When I went to my local ENT, he did just what your doctors are doing and told me I had reflux. I eventually went back and told him that somone told me I might have Eagles. I didn't tell him I self-diagnosed. Then I said that they told me I need a CT scan with contrast to see it. After the CT scan, he told me I had Eagles. So you might have to tell them that someone else suggested you might have Eagles. Don't go back to the doctor who didn't believe Eagles is real.
However, I want to stress that in hindsight I wish I hadn't persisted with him. He never had seen Eagles before but assured me that he's done lots of surgeries in the neck and was confident he could do a good job. He did an intraoral surgery on me and just broke the tip off. As it turned out, that wasn't enough and now I've spent the last three years trying to get more of that styloid taken out.
My suggestion is to not worry about the local docs that haven't seen Eagles. Go to someone experienced in Eagles if at all possible. And get as much of the styloid taken out as possible. Doing that would have saved me several years of misery and expense and frustration. Also, I want to add that the surgeries are almost always successful. Maybe not 100%, but I would estimate at least around 90% reduction in pain from what I've read over the last several years. The more of the styloid you get taken out, the better the results, from what I've read and experienced.
I also think you're right in not talking about all your symptoms and having them think you're crazy. This may be controversial advice, but I think if you have symptoms other than "normal" Eagles, it's best not to disclose them because it really does scare doctors away. (I know this from personal experience.) After the surgery is over and the weird symptoms have been resolved, then tell the doctor what symptoms the surgery cured.
Very good advice heidemt! Thanks for sharing. Good luck Christian22. I hope you find a doctor who is experienced in ES. I was checking for a MN doctor, now I don't need to look there. I'm from rural NW WI and feel isolated. I also have several personal experiences talking about too many symptoms and getting a deer in the headlights type reaction. I wonder what they put in my chart.
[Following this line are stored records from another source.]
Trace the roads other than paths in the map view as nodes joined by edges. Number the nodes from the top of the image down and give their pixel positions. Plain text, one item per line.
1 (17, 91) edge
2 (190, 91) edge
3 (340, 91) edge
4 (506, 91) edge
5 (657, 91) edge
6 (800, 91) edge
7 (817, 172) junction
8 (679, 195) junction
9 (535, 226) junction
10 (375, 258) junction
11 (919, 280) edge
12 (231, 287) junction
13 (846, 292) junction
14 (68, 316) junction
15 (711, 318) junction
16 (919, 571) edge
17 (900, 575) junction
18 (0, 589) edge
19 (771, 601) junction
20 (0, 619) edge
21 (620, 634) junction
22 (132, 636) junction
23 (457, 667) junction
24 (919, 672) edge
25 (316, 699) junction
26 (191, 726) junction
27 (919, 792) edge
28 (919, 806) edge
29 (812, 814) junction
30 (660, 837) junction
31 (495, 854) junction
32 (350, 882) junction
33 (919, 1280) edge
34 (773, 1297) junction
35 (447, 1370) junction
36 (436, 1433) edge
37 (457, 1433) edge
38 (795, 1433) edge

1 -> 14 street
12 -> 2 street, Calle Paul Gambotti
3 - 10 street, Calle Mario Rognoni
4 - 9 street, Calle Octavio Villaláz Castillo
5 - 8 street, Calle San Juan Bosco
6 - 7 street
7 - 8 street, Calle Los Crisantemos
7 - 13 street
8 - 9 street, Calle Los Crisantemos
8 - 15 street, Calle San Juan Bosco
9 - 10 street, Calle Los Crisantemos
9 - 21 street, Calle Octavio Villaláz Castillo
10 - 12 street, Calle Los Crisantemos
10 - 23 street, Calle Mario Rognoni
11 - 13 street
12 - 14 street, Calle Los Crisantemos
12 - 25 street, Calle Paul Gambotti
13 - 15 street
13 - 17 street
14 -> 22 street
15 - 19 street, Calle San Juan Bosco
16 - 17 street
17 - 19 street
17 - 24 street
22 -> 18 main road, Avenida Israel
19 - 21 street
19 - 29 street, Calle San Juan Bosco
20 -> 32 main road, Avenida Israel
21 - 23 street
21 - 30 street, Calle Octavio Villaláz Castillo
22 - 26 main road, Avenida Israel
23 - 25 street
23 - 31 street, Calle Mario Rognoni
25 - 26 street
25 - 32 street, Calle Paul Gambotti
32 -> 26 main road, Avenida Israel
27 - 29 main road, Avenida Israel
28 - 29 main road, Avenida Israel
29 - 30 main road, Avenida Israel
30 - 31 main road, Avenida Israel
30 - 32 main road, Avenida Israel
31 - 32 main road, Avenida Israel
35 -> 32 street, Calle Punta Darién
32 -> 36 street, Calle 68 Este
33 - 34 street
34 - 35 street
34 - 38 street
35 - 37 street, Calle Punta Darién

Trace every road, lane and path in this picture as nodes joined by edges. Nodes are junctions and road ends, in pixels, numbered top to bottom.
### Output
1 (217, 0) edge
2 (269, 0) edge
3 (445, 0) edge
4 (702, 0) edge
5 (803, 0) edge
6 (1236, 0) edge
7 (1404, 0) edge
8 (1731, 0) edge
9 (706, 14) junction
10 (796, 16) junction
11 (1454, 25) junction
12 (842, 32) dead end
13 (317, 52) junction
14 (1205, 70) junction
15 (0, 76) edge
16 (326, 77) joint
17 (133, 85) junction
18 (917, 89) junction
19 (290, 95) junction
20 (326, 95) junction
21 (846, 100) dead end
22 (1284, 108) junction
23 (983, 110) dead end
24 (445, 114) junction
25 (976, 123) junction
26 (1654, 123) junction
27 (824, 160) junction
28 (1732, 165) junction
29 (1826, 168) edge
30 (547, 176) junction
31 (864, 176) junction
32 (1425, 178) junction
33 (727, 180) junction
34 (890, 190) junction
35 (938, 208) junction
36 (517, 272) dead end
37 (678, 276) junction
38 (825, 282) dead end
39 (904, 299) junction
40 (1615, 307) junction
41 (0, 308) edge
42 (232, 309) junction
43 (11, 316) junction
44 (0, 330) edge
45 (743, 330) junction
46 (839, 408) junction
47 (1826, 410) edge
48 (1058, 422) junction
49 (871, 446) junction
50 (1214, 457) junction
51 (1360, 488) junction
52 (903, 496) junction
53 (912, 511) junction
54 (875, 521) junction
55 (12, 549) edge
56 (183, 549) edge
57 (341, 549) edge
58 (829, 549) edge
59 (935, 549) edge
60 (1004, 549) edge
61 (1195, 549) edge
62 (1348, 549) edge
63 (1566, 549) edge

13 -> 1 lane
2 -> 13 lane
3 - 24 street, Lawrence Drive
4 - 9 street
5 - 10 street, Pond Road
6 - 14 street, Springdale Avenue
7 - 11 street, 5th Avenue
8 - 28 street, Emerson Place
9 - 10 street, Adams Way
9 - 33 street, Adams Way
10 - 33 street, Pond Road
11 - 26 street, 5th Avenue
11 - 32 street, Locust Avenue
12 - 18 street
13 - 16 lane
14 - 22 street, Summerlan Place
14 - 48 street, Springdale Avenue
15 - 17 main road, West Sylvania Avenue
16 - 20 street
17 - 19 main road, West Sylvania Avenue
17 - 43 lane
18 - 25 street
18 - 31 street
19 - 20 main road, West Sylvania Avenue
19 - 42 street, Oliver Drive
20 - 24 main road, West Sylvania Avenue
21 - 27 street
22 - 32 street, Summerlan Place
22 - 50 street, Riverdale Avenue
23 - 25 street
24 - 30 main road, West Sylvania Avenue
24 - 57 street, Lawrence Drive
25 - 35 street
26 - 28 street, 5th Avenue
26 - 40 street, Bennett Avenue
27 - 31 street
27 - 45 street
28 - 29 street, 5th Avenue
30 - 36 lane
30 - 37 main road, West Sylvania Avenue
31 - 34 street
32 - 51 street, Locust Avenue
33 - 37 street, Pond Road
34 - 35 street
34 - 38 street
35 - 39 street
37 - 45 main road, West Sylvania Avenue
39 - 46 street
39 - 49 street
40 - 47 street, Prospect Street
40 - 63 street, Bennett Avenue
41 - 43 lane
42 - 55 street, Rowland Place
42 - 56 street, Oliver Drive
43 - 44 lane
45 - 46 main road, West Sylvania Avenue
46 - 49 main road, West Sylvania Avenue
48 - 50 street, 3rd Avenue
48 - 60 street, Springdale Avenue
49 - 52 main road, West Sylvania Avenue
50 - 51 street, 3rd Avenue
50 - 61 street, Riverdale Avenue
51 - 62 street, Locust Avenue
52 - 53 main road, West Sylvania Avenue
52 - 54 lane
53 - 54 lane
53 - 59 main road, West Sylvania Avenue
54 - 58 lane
Marie, be sure to very copies of anything you have had done - x rays, scans, etc - as the patient, it’s your right to have those copies too. I had a local ent agree to do the surgery even though he hadn’t done it in a long time and based on our conversation he was going to take off the tip. I wasn’t comfortable with his experience and got a 2nd opinion. The surgeon that’s qualified is doing surgery November 3rd. I had the radiologist send the results to them but I went by and got the images myself to take to the appointment. Honestly, if I had just told them my personal symptoms and they went by the radiologist report, I probably would have been turned away. They saw my xray, felt the bone in my throat, & moved my hyoid bone to see what the pain was. Turns out I do need surgery and am very glad I was proactive and didn’t say yes to first surgeon. When I called and cancelled with the inexperienced surgeon, his assistant almost sounded relieved.